= Courtney Lewis =

British conductor (born 1984)

Courtney Lewis (born 29 May 1984, Belfast, Northern Ireland) is a Northern Irish conductor. He is currently music director of the Jacksonville Symphony.

==Biography==
Lewis was a pupil at the Royal Belfast Academical Institution. He attended the University of Cambridge, during which time he studied composition with Robin Holloway and clarinet with Dame Thea King, and conducted several students ensembles. He graduated from Cambridge with starred first-class honours. After completing a master's degree with a focus on the music of György Ligeti, he attended the Royal Northern College of Music, where his teachers included Sir Mark Elder and Clark Rundell.

Lewis was the co-founder and music director of Boston's Discovery Ensemble from 2008 until 2014, when the ensemble ended operations after its board declared a fundraising impasse. Lewis made his major American orchestral debut in November 2008 with the Saint Louis Symphony Orchestra. Lewis served as associate conductor of the Minnesota Orchestra from 2009 to 2014. He was a Dudamel Fellow with the Los Angeles Philharmonic. From 2014 to 2016, he was an assistant conductor with the New York Philharmonic. He has guest conducted across the globe, including at the Opera National de Paris, the Hong Kong Philharmonic, Warsaw Philharmonic and Royal Philharmonic Orchestras.
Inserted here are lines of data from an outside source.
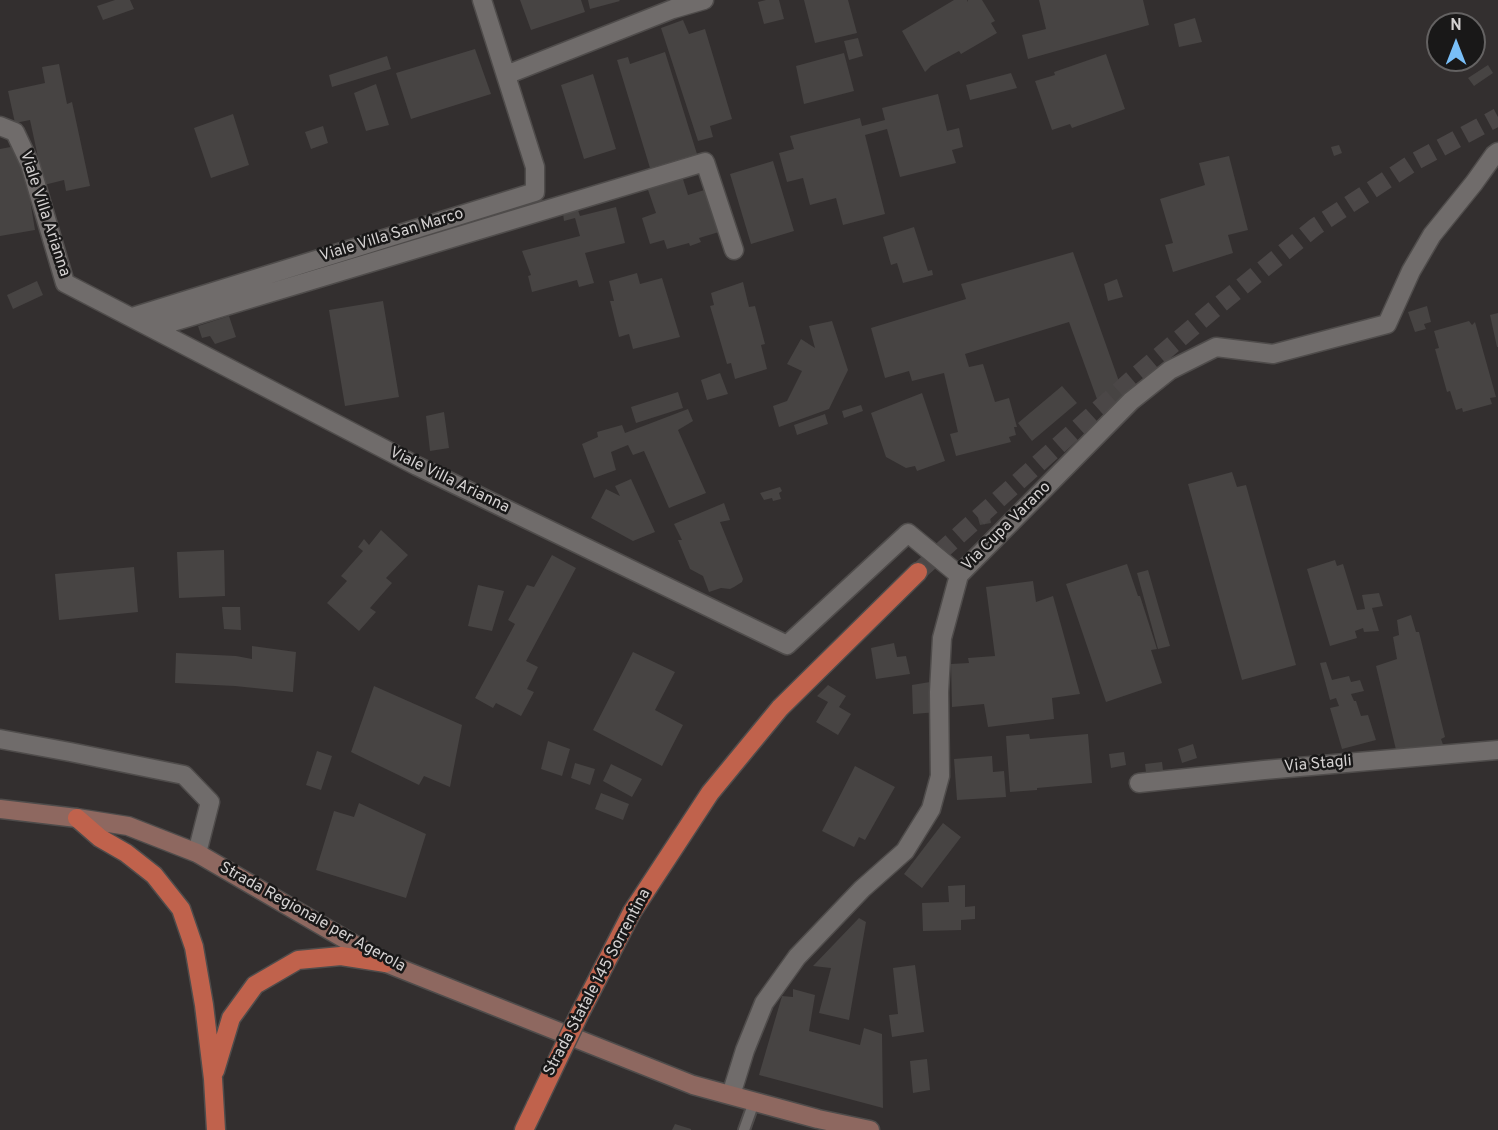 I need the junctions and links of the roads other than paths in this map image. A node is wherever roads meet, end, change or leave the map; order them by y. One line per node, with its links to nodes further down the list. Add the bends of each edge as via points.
1 (482, 0): 3 (street, Viale Villa San Marco)
2 (704, 0): 3 (street)
3 (506, 75): 7 (street, Viale Villa San Marco, via 535,167 535,192)
4 (0, 126): 7 (street, Viale Villa Arianna, via 15,132 30,164 65,283)
5 (1498, 152): 10 (street, Via Cupa Varano, via 1432,235 1387,324 1273,354 1216,347 1170,370 1131,401)
6 (734, 249): 8 (street, via 705,162)
7 (132, 317): 8 (street, Viale Villa Arianna)
8 (153, 328): 10 (street, Viale Villa Arianna, via 417,466 787,645 908,533)
9 (918, 572): 22 (highway, Strada Statale 145 Sorrentina, bridge, via 780,708 710,793 632,912)
10 (959, 575): 19 (street, Via Cupa Varano, via 942,638 940,776 931,809 905,851 862,889 797,957 764,1003)
11 (0, 739): 16 (street, via 184,775 210,802)
12 (1498, 750): 13 (street, Via Stagli)
13 (1139, 783)
14 (0, 809): 15 (main road)
15 (77, 818): 16 (main road, Strada Regionale per Agerola, via 128,826); 18 (highway, via 154,875 182,909 195,947)
16 (197, 853): 17 (main road, Strada Regionale per Agerola)
17 (386, 963): 18 (highway, via 341,956 298,960 255,985 231,1018); 19 (main road, Strada Regionale per Agerola, via 693,1085)
18 (213, 1079): 21 (highway)
19 (731, 1095): 20 (main road, Strada Regionale per Agerola)
20 (754, 1101): 23 (lane); 24 (main road, Strada Regionale per Agerola)
21 (216, 1130)
22 (524, 1130)
23 (744, 1130)
24 (870, 1130) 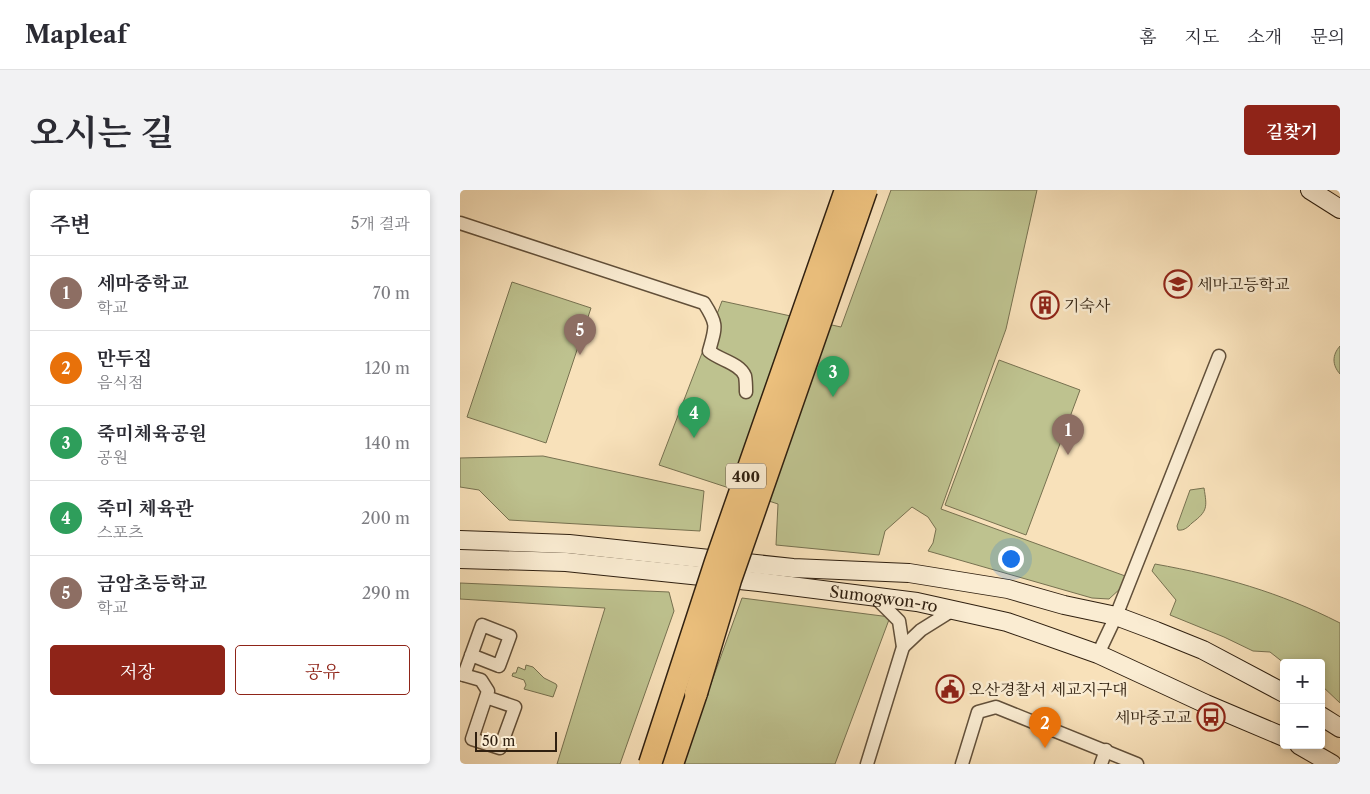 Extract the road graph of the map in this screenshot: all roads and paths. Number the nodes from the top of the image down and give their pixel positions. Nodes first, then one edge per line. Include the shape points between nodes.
1 (846, 190) edge
2 (866, 190) edge
3 (1310, 190) edge
4 (1340, 209) edge
5 (460, 223) edge
6 (1219, 356) dead end
7 (746, 392) dead end
8 (460, 540) edge
9 (460, 559) edge
10 (874, 597) junction
11 (954, 610) junction
12 (1116, 616) junction
13 (903, 647) junction
14 (1098, 654) junction
15 (471, 655) dead end
16 (462, 674) edge
17 (1280, 691) edge
18 (486, 697) dead end
19 (1325, 719) edge
20 (1340, 728) edge
21 (1280, 735) edge
22 (1306, 749) edge
23 (1106, 750) junction
24 (650, 764) edge
25 (672, 764) edge
26 (867, 764) edge
27 (962, 764) edge
28 (1101, 764) edge
29 (1137, 764) edge
30 (1332, 764) edge

1 - 24 highway, 400, bridge via 716,562
2 - 25 highway, 400, bridge via 730,580
3 - 4 street
5 - 7 street via 704,303 715,319 709,351 738,367 744,376
6 - 12 street
8 - 12 street, Sumogwon-ro via 569,544 793,568 909,573 1008,590
9 - 10 street, Sumogwon-ro via 566,562
10 - 11 street, Sumogwon-ro
10 - 13 street via 899,622
11 - 13 street via 921,630
11 - 14 street, Sumogwon-ro via 1007,622
12 - 14 street
12 - 17 street, Sumogwon-ro via 1203,650
13 - 26 street
14 - 21 street, Sumogwon-ro
15 - 16 street
16 - 18 street via 481,680 488,691
19 - 20 street
22 - 30 street
23 - 27 street via 996,707 978,712
23 - 28 street
23 - 29 street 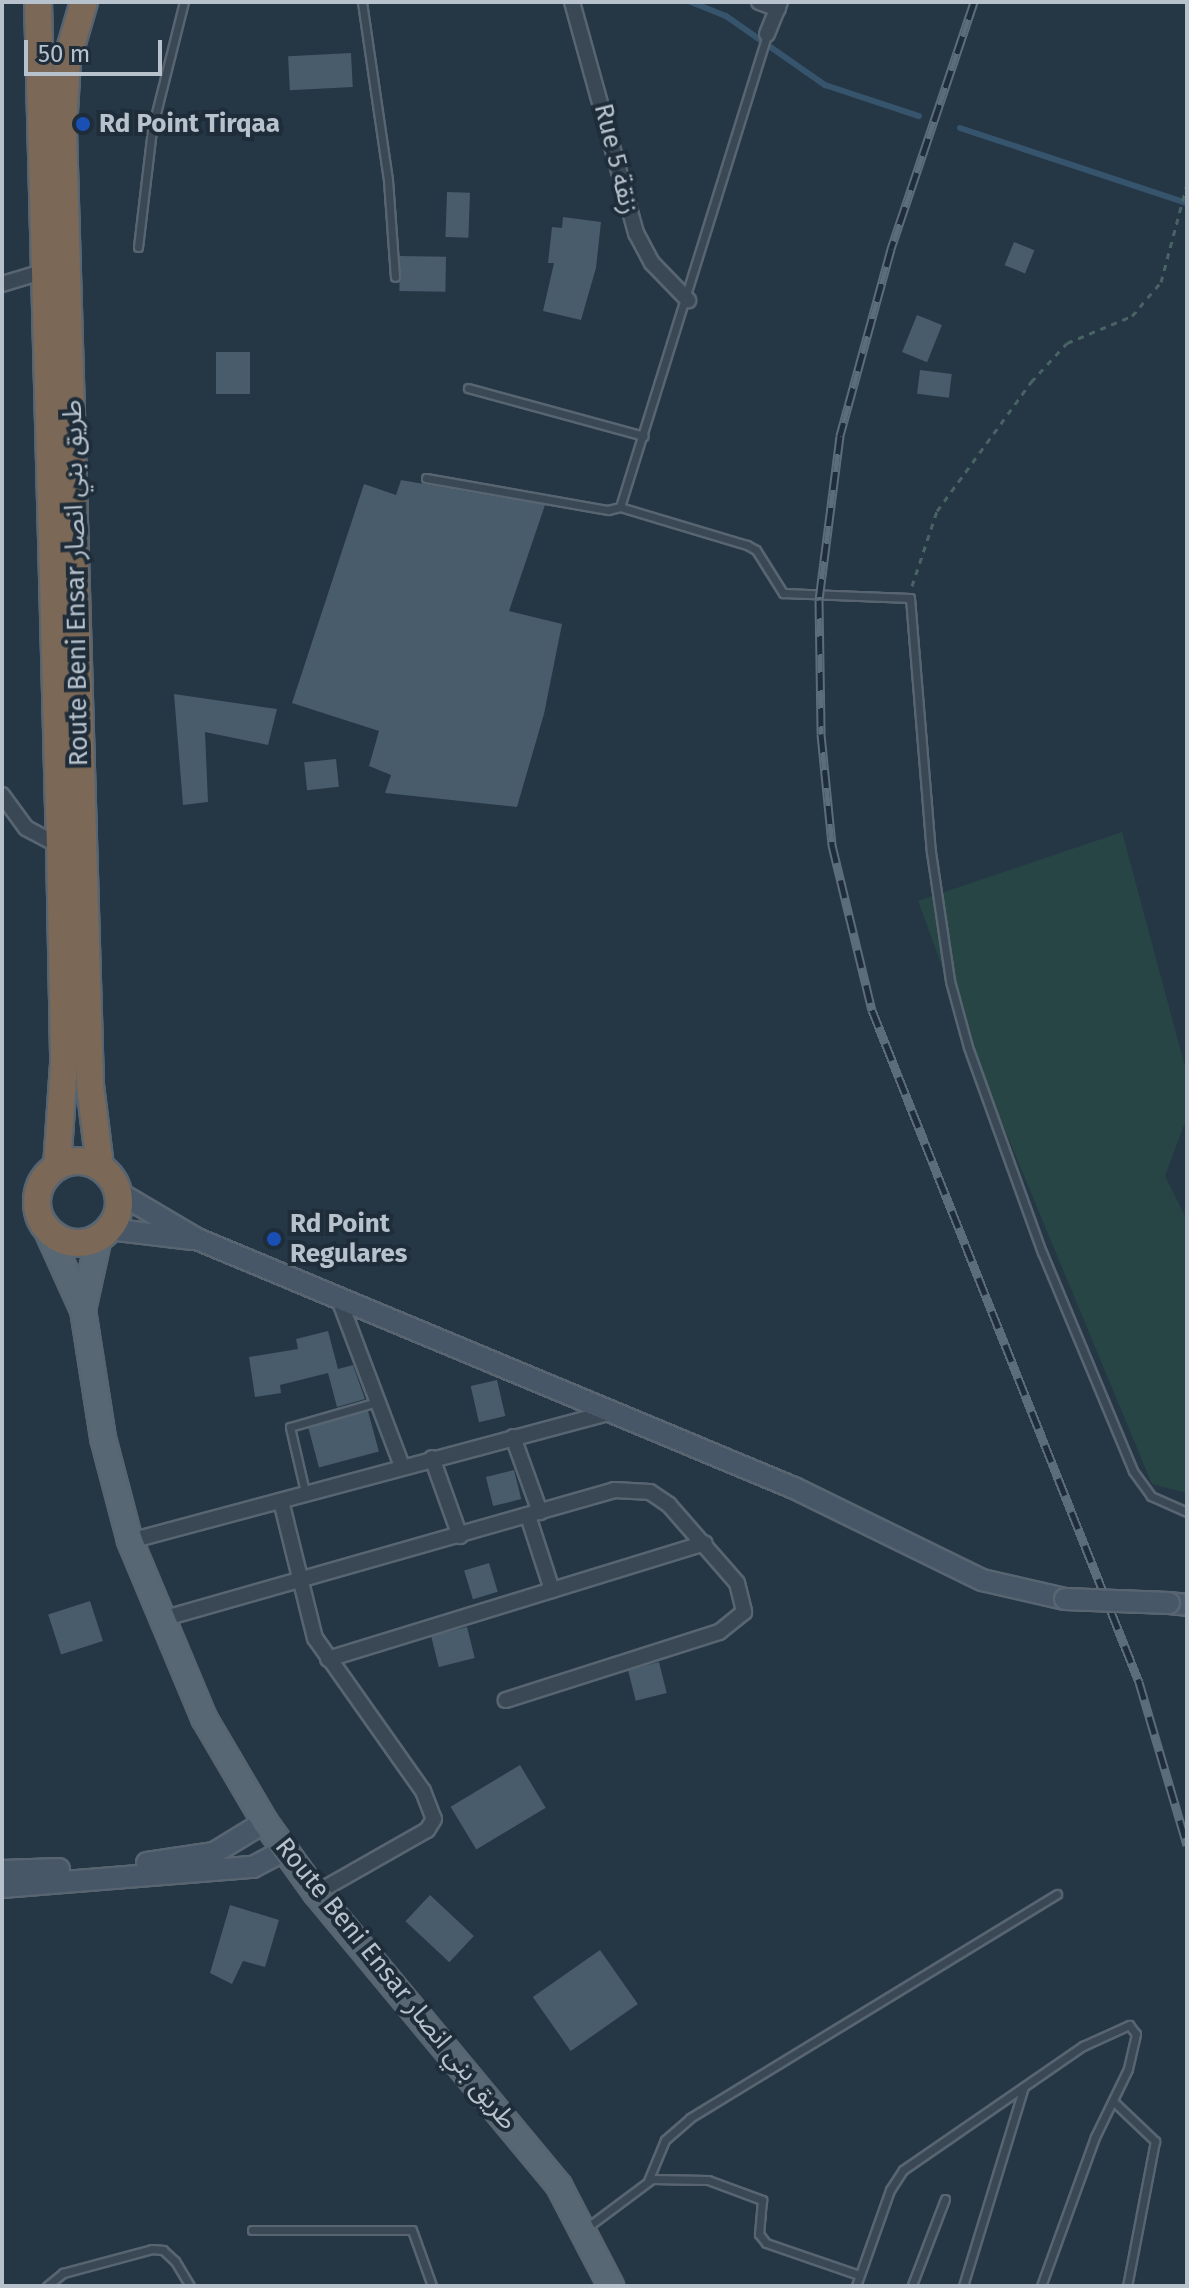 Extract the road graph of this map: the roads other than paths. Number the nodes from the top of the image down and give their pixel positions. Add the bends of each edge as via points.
1 (38, 2) edge
2 (84, 2) edge
3 (184, 2) edge
4 (362, 2) edge
5 (572, 2) edge
6 (759, 2) edge
7 (779, 5) edge
8 (767, 34) joint
9 (138, 247) dead end
10 (42, 272) junction
11 (395, 277) dead end
12 (2, 284) edge
13 (688, 300) junction
14 (468, 388) dead end
15 (644, 436) junction
16 (426, 478) dead end
17 (620, 507) junction
18 (2, 795) edge
19 (7, 815) edge
20 (60, 846) junction
21 (57, 1167) junction
22 (100, 1167) junction
23 (119, 1193) junction
24 (45, 1226) junction
25 (104, 1233) junction
26 (197, 1239) junction
27 (340, 1302) junction
28 (83, 1310) junction
29 (377, 1402) junction
30 (609, 1413) junction
31 (513, 1437) junction
32 (432, 1458) junction
33 (402, 1466) junction
34 (306, 1496) junction
35 (281, 1501) junction
36 (1187, 1512) edge
37 (534, 1514) junction
38 (460, 1536) junction
39 (130, 1541) junction
40 (705, 1543) junction
41 (301, 1583) junction
42 (552, 1590) junction
43 (1178, 1604) edge
44 (162, 1619) junction
45 (328, 1659) junction
46 (506, 1700) dead end
47 (265, 1822) junction
48 (285, 1850) junction
49 (218, 1861) junction
50 (2, 1871) edge
51 (2, 1887) edge
52 (316, 1893) junction
53 (1057, 1894) dead end
54 (1024, 2087) junction
55 (1114, 2102) junction
56 (648, 2181) junction
57 (945, 2199) dead end
58 (252, 2230) dead end
59 (584, 2230) junction
60 (859, 2275) junction
61 (47, 2286) edge
62 (190, 2286) edge
63 (432, 2286) edge
64 (611, 2286) edge
65 (856, 2286) edge
66 (911, 2286) edge
67 (963, 2286) edge
68 (1041, 2286) edge
69 (1127, 2286) edge

1 - 10 highway, Route Beni Ensar طريق بني انصار
2 - 22 highway, Route Beni Ensar طريق بني انصار via 67,60 63,130 90,1085
3 - 9 lane via 152,129
4 - 11 lane via 388,180
5 - 13 street, Rue 5 زنقة via 636,233 652,263
6 - 7 street
7 - 8 street
8 - 13 lane
10 - 12 street
10 - 20 highway, Route Beni Ensar طريق بني انصار
13 - 15 lane
14 - 15 lane
15 - 17 lane
16 - 17 lane via 608,510
17 - 36 lane via 747,545 756,550 783,593 910,598 931,852 950,981 968,1047 1042,1252 1133,1471 1151,1496
18 - 19 street
19 - 20 street
20 - 21 highway, Route Beni Ensar طريق بني انصار via 64,1064
21 - 22 highway via 86,1161
21 - 24 highway via 47,1175 37,1200
22 - 23 highway
23 - 25 highway via 120,1206
23 - 26 main road
24 - 25 highway via 70,1242
24 - 28 main road, Route Beni Ensar طريق بني انصار
25 - 26 main road
25 - 28 main road, Route Beni Ensar طريق بني انصار
26 - 27 main road
27 - 29 street
27 - 30 main road
28 - 39 main road, Route Beni Ensar طريق بني انصار via 103,1438
29 - 33 street
29 - 34 lane via 290,1427
30 - 31 street
30 - 43 main road, bridge via 794,1488 982,1580 1065,1599
31 - 32 street
31 - 37 street
32 - 33 street
32 - 38 street
33 - 34 street
34 - 35 street
35 - 39 street
35 - 41 street
37 - 38 street
37 - 40 street via 614,1490 650,1492
37 - 42 street
38 - 41 street
39 - 44 main road, Route Beni Ensar طريق بني انصار
40 - 42 street
40 - 46 street via 745,1602 736,1623
41 - 44 street
41 - 45 street via 315,1638
42 - 45 street
44 - 47 main road, Route Beni Ensar طريق بني انصار via 204,1718
45 - 52 street via 423,1791 434,1819 427,1830
47 - 48 main road, Route Beni Ensar طريق بني انصار
47 - 49 main road
48 - 49 main road via 253,1867
48 - 52 main road, Route Beni Ensar طريق بني انصار
49 - 50 main road
49 - 51 main road
52 - 59 main road, Route Beni Ensar طريق بني انصار via 504,2114 559,2186
53 - 56 lane via 690,2118 665,2140
54 - 55 lane via 1083,2046 1129,2025 1135,2044
54 - 60 lane via 903,2170 890,2190
54 - 67 lane
55 - 68 lane via 1095,2137
55 - 69 lane via 1155,2141
56 - 59 lane
56 - 60 lane via 708,2180 754,2194 764,2208 759,2234 766,2243
57 - 66 lane
58 - 63 lane via 412,2230
59 - 64 main road, Route Beni Ensar طريق بني انصار
60 - 65 lane
61 - 62 lane via 63,2273 152,2249 163,2250 175,2261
In 2014, Lewis was appointed music director of the Jacksonville Symphony Orchestra (now the Jacksonville Symphony), effective with the 2015-2016 season. In August 2020, the Jacksonville Symphony announced an extension of Lewis' contract as its music director, through the 2023–2024 season. In October 2022, the orchestra announced a further extension of Lewis' contract through 30 June 2027. In December 2025, the Jacksonville Symphony announced the most recent extension of Lewis' contract as its music director through the 2031-2032 season.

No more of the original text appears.